00:08Rush plays a judge who suffers a stroke and is admitted into a care home.
00:12There, he and his roommate George Henare are tormented during the night by John Lithgow,
00:16who feigns dementia and forces the residents to bow to his child's puppet named Jenny Penn, or else.
00:23Based on Owen Marshall's short story of the same name, the film is largely carried by the two central performances from his acclaimed leads,
00:29both of whom are accepted producers and given meaty roles to play.
00:34Rush gives a sensitive performance as a sanctimonious judge who once commanded authority,
00:38but now tries to cling on to his dignity as both his physical condition begins to deteriorate even further
00:44and under the abuse of Lithgow, who revels in the cruelty of his power.

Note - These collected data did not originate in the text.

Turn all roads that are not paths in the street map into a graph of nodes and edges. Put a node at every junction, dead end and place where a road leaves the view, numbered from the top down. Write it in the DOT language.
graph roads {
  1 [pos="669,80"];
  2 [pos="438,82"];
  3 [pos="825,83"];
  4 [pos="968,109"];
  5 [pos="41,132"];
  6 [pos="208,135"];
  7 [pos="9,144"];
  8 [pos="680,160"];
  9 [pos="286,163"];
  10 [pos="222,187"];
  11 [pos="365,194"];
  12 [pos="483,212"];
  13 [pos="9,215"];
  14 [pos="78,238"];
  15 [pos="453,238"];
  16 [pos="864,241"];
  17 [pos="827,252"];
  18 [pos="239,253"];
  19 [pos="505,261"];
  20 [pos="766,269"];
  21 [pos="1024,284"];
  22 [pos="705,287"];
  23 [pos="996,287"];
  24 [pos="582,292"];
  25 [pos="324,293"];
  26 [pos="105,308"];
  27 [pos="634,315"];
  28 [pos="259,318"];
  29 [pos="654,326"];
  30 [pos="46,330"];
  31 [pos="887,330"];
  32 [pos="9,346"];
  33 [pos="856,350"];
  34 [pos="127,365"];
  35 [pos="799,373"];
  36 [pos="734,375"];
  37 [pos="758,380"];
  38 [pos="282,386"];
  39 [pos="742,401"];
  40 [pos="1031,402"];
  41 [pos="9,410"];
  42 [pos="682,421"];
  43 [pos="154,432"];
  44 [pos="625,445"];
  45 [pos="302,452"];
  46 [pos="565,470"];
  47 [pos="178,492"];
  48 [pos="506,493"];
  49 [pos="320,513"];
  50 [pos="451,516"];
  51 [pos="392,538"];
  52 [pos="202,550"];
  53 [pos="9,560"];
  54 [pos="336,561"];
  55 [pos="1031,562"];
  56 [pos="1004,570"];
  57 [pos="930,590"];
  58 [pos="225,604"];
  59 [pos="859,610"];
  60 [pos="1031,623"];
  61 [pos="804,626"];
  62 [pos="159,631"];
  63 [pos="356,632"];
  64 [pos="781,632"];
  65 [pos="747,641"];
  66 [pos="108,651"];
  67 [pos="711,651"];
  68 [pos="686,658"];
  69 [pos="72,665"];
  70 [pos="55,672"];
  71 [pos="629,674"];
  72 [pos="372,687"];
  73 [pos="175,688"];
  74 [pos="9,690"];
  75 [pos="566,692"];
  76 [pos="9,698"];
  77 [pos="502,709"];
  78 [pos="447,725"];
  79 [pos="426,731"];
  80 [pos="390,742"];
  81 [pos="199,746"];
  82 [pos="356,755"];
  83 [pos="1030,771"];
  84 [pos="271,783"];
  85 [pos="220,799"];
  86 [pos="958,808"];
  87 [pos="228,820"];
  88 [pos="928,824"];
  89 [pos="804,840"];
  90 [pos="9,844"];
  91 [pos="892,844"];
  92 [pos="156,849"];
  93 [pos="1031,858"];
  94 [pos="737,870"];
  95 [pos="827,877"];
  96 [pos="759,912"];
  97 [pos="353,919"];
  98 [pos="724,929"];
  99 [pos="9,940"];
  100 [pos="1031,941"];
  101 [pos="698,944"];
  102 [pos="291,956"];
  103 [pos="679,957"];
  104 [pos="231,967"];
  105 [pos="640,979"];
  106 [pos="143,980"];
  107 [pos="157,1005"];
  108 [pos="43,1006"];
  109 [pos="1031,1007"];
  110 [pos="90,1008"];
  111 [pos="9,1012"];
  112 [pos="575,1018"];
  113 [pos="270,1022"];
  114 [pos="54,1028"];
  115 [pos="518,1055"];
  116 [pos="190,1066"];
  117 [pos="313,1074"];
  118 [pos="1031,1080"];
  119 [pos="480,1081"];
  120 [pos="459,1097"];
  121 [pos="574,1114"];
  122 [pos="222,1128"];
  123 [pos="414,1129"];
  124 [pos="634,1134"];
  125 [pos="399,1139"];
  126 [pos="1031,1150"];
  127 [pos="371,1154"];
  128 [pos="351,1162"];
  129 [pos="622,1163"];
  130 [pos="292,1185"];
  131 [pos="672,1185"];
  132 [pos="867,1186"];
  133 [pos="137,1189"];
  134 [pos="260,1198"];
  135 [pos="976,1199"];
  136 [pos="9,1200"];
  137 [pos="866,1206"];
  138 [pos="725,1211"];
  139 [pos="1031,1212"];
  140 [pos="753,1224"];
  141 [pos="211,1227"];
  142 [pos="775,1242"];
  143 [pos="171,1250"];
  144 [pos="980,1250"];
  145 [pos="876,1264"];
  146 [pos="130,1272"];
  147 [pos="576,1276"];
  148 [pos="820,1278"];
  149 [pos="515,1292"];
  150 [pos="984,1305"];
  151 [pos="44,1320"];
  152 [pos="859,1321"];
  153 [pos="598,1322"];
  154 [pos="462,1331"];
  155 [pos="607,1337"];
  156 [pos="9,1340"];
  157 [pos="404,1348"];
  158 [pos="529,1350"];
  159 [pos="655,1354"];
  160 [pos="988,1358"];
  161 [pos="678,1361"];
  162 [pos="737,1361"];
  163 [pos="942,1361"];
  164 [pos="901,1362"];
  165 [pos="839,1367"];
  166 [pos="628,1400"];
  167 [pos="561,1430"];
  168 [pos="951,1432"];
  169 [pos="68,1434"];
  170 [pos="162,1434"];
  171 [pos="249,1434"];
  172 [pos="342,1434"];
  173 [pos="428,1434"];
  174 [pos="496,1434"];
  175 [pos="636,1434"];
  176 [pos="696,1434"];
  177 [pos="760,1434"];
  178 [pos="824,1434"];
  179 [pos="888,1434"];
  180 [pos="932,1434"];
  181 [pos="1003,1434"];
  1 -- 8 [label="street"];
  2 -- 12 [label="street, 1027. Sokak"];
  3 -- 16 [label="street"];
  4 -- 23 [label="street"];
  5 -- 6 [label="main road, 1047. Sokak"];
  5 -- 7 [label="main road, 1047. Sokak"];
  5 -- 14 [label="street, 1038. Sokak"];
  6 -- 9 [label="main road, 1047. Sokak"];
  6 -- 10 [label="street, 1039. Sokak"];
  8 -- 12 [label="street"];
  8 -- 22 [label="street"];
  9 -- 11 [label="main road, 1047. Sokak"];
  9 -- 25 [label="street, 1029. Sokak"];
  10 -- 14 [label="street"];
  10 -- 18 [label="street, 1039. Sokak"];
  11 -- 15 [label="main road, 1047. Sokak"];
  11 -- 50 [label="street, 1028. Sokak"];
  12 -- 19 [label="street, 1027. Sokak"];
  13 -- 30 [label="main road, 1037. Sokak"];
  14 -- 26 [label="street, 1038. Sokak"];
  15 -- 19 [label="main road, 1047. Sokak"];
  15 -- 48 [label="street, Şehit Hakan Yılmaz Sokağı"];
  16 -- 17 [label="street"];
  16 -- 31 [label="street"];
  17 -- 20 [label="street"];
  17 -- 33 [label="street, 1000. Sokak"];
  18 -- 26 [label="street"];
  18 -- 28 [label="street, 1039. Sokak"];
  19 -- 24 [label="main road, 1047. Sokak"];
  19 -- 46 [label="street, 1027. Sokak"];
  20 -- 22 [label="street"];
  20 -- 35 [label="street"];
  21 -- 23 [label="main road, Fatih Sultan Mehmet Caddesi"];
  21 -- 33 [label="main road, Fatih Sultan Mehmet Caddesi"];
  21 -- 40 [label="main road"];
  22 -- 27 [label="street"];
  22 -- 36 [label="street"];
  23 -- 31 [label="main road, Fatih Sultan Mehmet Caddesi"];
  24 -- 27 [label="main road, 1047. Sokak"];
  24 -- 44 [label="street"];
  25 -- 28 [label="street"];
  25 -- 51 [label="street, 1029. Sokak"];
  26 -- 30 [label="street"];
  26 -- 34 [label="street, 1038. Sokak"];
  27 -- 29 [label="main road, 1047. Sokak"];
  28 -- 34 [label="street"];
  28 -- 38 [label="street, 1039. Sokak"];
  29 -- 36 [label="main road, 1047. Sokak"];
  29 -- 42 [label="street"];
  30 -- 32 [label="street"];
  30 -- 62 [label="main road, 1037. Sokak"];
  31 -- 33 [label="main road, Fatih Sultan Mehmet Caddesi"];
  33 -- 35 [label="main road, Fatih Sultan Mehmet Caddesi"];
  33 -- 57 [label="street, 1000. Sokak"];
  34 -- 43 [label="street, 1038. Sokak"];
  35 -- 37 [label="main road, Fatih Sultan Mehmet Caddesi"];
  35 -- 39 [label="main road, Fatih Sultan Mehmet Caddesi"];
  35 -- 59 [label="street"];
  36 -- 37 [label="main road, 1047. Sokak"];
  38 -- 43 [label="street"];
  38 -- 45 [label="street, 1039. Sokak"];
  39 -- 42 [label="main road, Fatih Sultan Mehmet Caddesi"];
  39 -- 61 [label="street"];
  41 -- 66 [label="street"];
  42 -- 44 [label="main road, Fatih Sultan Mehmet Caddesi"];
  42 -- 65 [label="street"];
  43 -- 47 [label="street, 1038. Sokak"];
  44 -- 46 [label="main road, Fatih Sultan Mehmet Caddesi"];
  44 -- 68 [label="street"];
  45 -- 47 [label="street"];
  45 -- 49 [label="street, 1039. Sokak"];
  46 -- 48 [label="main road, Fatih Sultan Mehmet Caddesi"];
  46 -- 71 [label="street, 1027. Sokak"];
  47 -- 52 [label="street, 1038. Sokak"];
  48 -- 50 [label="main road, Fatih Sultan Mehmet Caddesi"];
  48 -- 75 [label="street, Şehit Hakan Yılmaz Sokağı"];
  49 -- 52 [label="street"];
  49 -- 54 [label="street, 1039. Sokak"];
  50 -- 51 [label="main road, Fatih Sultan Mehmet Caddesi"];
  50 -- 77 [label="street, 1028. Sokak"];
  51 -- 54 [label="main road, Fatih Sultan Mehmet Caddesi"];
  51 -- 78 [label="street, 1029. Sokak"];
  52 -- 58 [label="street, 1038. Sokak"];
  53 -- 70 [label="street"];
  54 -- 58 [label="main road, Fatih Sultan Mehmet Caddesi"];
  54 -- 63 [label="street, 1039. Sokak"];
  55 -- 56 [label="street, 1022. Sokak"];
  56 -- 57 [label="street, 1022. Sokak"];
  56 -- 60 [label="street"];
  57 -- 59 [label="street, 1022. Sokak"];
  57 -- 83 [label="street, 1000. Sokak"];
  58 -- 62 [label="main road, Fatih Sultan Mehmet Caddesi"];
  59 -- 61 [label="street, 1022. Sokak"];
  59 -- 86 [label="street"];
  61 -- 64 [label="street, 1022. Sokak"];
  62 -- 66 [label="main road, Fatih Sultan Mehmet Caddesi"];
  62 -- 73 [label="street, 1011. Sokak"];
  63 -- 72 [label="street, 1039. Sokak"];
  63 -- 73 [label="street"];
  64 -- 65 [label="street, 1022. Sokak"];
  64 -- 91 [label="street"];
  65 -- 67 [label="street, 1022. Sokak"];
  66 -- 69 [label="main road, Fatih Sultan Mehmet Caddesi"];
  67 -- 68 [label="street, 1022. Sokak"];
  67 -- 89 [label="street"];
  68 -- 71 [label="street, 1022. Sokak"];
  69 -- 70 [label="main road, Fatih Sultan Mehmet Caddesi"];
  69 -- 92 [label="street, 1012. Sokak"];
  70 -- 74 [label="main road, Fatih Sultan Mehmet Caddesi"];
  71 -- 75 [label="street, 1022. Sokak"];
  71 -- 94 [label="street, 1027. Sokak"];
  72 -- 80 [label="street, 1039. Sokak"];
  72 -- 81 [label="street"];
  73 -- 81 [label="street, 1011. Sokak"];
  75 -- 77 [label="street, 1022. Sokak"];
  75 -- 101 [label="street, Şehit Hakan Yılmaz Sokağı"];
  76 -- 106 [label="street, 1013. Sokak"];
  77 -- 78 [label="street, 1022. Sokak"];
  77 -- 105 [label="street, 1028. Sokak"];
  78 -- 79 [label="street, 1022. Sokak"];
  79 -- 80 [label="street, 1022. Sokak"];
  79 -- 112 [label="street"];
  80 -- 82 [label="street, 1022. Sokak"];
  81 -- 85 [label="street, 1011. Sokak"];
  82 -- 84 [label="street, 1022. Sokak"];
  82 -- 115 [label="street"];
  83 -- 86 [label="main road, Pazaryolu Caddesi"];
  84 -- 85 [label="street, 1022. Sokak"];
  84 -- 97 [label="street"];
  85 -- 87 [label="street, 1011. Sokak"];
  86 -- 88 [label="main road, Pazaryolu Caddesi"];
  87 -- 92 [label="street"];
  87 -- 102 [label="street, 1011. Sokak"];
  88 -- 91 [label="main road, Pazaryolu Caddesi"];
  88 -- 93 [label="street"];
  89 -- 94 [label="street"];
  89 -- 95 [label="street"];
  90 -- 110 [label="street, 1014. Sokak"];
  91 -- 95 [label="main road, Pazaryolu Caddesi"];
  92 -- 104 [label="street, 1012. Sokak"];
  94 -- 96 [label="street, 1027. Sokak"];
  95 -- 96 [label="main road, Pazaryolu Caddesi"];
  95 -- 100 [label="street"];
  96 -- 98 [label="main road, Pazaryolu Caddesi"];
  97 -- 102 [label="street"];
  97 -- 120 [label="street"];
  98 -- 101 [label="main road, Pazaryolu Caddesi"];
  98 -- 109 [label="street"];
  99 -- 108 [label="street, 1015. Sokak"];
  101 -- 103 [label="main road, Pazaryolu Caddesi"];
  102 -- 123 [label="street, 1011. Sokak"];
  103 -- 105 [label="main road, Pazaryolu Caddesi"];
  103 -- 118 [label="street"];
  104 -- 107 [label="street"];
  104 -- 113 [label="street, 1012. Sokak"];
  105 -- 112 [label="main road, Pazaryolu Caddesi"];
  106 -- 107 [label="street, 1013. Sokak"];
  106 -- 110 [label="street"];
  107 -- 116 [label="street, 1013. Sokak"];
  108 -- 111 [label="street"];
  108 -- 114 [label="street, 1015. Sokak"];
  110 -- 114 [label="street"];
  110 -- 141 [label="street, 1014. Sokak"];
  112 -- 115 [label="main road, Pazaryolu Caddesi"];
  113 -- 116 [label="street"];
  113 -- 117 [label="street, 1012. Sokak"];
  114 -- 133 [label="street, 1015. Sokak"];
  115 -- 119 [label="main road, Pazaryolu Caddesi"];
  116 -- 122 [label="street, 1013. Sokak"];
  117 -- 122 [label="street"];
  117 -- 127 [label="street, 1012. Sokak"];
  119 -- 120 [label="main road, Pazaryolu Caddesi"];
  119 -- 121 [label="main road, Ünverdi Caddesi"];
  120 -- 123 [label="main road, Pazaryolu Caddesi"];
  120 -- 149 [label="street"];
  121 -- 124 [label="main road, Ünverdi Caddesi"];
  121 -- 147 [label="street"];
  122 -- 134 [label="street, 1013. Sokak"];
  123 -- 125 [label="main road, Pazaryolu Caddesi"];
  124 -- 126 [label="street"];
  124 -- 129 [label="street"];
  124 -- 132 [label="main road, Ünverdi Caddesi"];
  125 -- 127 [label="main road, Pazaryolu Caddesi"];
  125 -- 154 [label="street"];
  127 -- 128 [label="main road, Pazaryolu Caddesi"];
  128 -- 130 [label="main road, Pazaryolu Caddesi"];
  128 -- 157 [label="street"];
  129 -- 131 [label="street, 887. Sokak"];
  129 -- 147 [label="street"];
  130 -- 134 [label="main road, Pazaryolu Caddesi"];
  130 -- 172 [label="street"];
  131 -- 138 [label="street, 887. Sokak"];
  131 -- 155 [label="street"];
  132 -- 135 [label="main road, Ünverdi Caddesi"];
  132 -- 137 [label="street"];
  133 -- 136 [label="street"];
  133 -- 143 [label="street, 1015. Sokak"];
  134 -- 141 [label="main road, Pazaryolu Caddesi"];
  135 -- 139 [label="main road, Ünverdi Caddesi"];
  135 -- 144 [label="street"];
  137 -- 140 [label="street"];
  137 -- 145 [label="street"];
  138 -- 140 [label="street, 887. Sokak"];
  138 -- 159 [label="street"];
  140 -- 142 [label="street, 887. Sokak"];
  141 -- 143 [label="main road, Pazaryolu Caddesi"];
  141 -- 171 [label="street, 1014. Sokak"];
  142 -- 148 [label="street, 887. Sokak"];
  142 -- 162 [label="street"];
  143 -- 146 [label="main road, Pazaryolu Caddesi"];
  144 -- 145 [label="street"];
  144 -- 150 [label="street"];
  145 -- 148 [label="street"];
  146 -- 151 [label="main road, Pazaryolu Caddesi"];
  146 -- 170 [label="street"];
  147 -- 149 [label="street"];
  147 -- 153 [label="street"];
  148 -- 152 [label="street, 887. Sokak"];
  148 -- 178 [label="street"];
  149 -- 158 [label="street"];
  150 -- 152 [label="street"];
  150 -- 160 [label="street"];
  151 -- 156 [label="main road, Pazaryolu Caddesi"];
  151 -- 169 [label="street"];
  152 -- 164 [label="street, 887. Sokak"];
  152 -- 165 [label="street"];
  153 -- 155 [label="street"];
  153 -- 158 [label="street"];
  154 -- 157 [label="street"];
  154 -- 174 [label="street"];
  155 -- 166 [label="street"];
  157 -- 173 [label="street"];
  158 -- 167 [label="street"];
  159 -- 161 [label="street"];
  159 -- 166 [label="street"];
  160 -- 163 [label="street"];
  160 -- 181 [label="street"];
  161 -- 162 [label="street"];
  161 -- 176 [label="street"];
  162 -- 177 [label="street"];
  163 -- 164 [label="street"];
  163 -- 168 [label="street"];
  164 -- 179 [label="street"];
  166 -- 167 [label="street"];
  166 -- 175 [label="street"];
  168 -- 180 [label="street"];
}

00:48Lithgow is especially malevolent and sinister here as he engages in his sadistic games
00:53and acting with near total impunity as he preys upon the ailments and frailties of his fellow residents,
00:58mostly for the sick thrill he has over the helpless.
01:02It becomes a battle of wills between two men, one a tyrant and the other stubborn,
01:06and the internalized Rush and the theatrical Lithgow give nicely contrasting performances that balance each other out.
01:13However, the subject matter of elder abuse is a delicate one,
01:16and the film puts a lot of emphasis on the existential dread of aging, physical decline, and death,
01:22and the loss of independence in a way which is very unsettling.
01:26The sound design is wet and slimy, aging bodies are shot from distorted angles,
01:31and the editing is deliberately disorientating as Rush loses track of time mixed with surrealist images of the puppet.
01:38The staff are so inattentive and unobservant to be patronizing and negligent,
01:42and that's clearly the point, even if the amount that Lithgow gets away with stretches credibility even for that.
01:49It does occasionally verge on the exploitive and mean-spirited, especially as Lithgow's abuses become repetitive,
01:55and the dark humour didn't really land for me to mitigate it.
01:59I genuinely wasn't sure if I was with this film or not, or whether this was just an exercise in humiliation and cruelty,
02:05and luckily it turned out it wasn't, but it is a difficult watch at times.